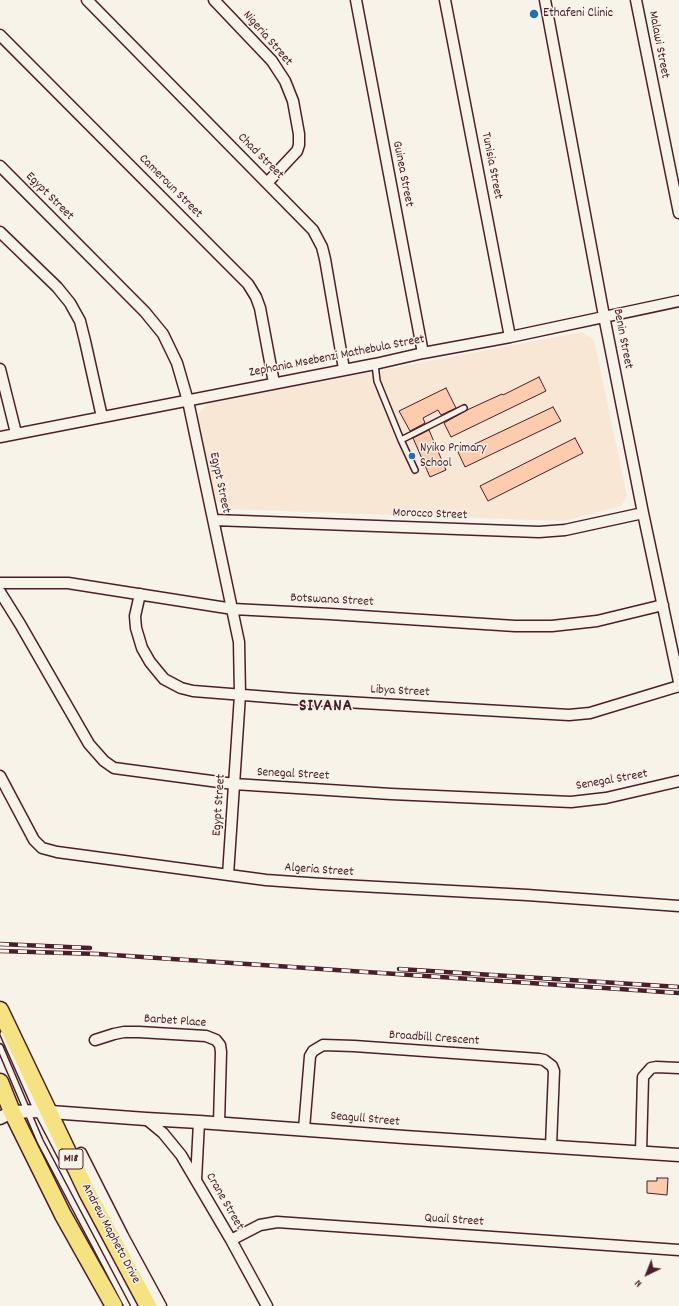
<!DOCTYPE html>
<style>
body{margin:0}
#map{position:relative;width:679px;height:1306px;overflow:hidden;background:#f7f3e8;font-family:Dekko,sans-serif}
canvas{display:block}
.north{position:absolute;left:627px;top:1254px;width:40px;height:40px;-webkit-text-stroke:3px #f7f3e8;paint-order:stroke;rotate:223deg;font-size:11px;font-weight:700;line-height:16px;text-align:center;color:#4a1f2b}
.north::after{content:'';display:block;margin:auto;width:14px;height:18px;background:#4a1f2b;clip-path:polygon(50% 0,100% 100%,50% 72%,0 100%)}
</style>
<div id="map">
<canvas width="679" height="1306"></canvas>
<div class="north">N</div>
</div>
<script>
const g = document.querySelector('canvas').getContext('2d');
g.lineJoin = 'round';
function fill(path, color) { g.fillStyle = color; g.fill(path, 'evenodd'); }
const poly = rows => new Path2D(rows.map(r => 'M' + r).join(''));
function strokePath(path, color, width, dash) { g.strokeStyle = color; g.lineWidth = width; g.lineCap = dash ? 'butt' : 'round'; g.setLineDash(dash || []); g.stroke(path); }
function label(font, color, halo, rows, align = 'center') {
  g.font = font + ' Dekko,sans-serif'; g.lineWidth = 3; g.setLineDash([]); g.textBaseline = 'middle'; g.strokeStyle = halo; g.fillStyle = color; for (const [text, x, y, turn = 0] of rows) {
    g.save(); g.translate(x, y); g.rotate((+turn || 0) * Math.PI / 180); g.textAlign = isNaN(turn) ? turn : align; if (halo) g.strokeText(text, 0, 0); g.fillText(text, 0, 0); g.restore();
  }
}
const built = poly([
 [582,332,594,340,627,496,621,506,564,521,226,509,216,500,197,416,208,403]
]);
const building = poly([
 [539,377,546,391,451,437,444,423,467,410,502,394,503,395,539,377],
 [446,388,456,408,441,415,438,410,423,418,425,423,410,431,399,411,446,388],
 [553,407,561,421,465,467,458,452,553,407],
 [429,430,446,470,430,477,413,438,429,430],
 [575,438,583,453,488,501,480,486,575,438],
 [657,1178,668,1178,667,1195,647,1193,647,1181,657,1181,657,1178]
]);
const service = poly([
 [375,364,377,381,401,440,415,470],
 [401,440,464,408],
 [3,1034,37,1111,62,1159],
 [0,1047,40,1141,127,1306]
]);
const minor = poly([
 [87,0,313,230,322,247,325,259,344,369],
 [214,0,272,61,285,81,293,101,299,134,299,145,297,151,267,183],
 [356,0,423,353],
 [445,0,510,337],
 [545,0,604,316,643,513,679,682],
 [636,0,679,213],
 [0,35,248,284,256,297,260,308,274,383],
 [0,166,145,312,163,334,177,363,188,401,239,642,240,695,228,875],
 [0,232,57,287,70,303,80,321,85,341,102,417],
 [0,369,16,433],
 [0,437,375,364,423,353,510,337,679,301],
 [214,520,539,532,565,530,643,513],
 [0,583,68,583,233,609,330,614,515,626,552,626,597,621,663,605],
 [0,592,20,624,89,744,104,761,114,768,234,784,391,794,571,802,606,798,679,781],
 [140,594,135,616,136,628,142,648,150,662,164,679,181,688,193,691,294,699,569,715,590,713,679,686],
 [0,776,34,840,42,848,57,852,266,880,322,884,527,895,679,906],
 [95,1040,114,1034,124,1032,139,1032,206,1036,216,1040,220,1045,221,1052,219,1123],
 [146,1119,163,1133,181,1155,231,1240,267,1306],
 [304,1129,310,1056,313,1051,323,1045,354,1046,539,1059,544,1060,552,1066,554,1071,551,1146],
 [641,1152,643,1077,651,1068,656,1067,679,1068],
 [81,1153,123,1236,161,1306],
 [196,1180,199,1122],
 [231,1240,260,1225,277,1222,679,1250]
]);
const tertiary = poly([
 [0,1118,12,1112,37,1111,146,1119,199,1122,404,1137,679,1155]
]);
const primary = poly([
 [0,1010,87,1192,148,1306],
 [0,1082,12,1112,63,1215,114,1306]
]);
const rail = poly([
 [0,944,90,948],
 [0,951,98,954,679,993],
 [399,969,679,987]
]);
const markers = [
 [534,14,5,"#1f6fb2"],
 [412,456,4,"#1f6fb2"]
];
const shields = [
 [71,1159,24]
];
const shieldNames = [
 ["M18",71,1159]
];
const poiNames = [
 ["Ethafeni Clinic",543,14],
 ["Nyiko Primary",420,449],
 ["School",420,464]
];
const streetNames = [
 ["Nigeria Street",267,39,49],
 ["Malawi Street",658,45,79],
 ["Chad Street",260,157,45],
 ["Tunisia Street",491,166,79],
 ["Guinea Street",402,174,79],
 ["Cameroun Street",170,187,45],
 ["Egypt Street",49,197,45],
 ["Benin Street",622,339,79],
 ["Zephania Msebenzi Mathebula Street",337,357,-11],
 ["Egypt Street",219,483,78],
 ["Morocco Street",430,515,2],
 ["Botswana Street",332,601,3],
 ["Libya Street",400,692,3],
 ["Senegal Street",293,775,3],
 ["Senegal Street",612,781,-10],
 ["Egypt Street",220,805,-86],
 ["Algeria Street",319,871,4],
 ["Barbet Place",175,1022,4],
 ["Broadbill Crescent",434,1039,4],
 ["Seagull Street",365,1120,5],
 ["Crane Street",224,1202,60],
 ["Quail Street",454,1221,4],
 ["Andrew Mapheto Drive",110,1234,62]
];
const districtNames = [
 ["SIVANA",326,708]
];
fill(built, '#f9e7d6');
fill(building, '#fdcbad');
strokePath(building, '#4a1f2b', 1);
strokePath(service, '#4a1f2b', 8);
strokePath(minor, '#4a1f2b', 13);
strokePath(tertiary, '#4a1f2b', 15);
strokePath(primary, '#4a1f2b', 19);
strokePath(service, '#f7f3e8', 5);
strokePath(minor, '#f7f3e8', 10);
strokePath(tertiary, '#f7f3e8', 12);
strokePath(primary, '#f5e381', 16);
strokePath(rail, '#4a1f2b', 4.5);
strokePath(rail, '#f7f3e8', 3, [9]);
for (const [x, y, r, color] of markers) { const dot = new Path2D(); dot.arc(x, y, r, 0, 2 * Math.PI); g.fillStyle = color; g.fill(dot); strokePath(dot, '#f7f3e8', 1.5); }
for (const [x, y, w] of shields) { const box = new Path2D(); box.roundRect(x - w / 2, y - 10, w, 20, 3); g.fillStyle = '#f7f3e8'; g.fill(box); strokePath(box, '#4a1f2b', 1); }
label('bold 12px', '#4a1f2b', null, shieldNames);
label('13px', '#4a1f2b', '#f7f3e8', poiNames, 'left');
label('13px', '#4a1f2b', '#f7f3e8', streetNames);
g.letterSpacing = '1px';
label('bold 17px', '#4a1f2b', '#f7f3e8', districtNames);
g.letterSpacing = '0px';
</script>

* **Problem**:
The answer is to be a bare number, showing how many lines of the records contain "rotate".

* **Response box**:
2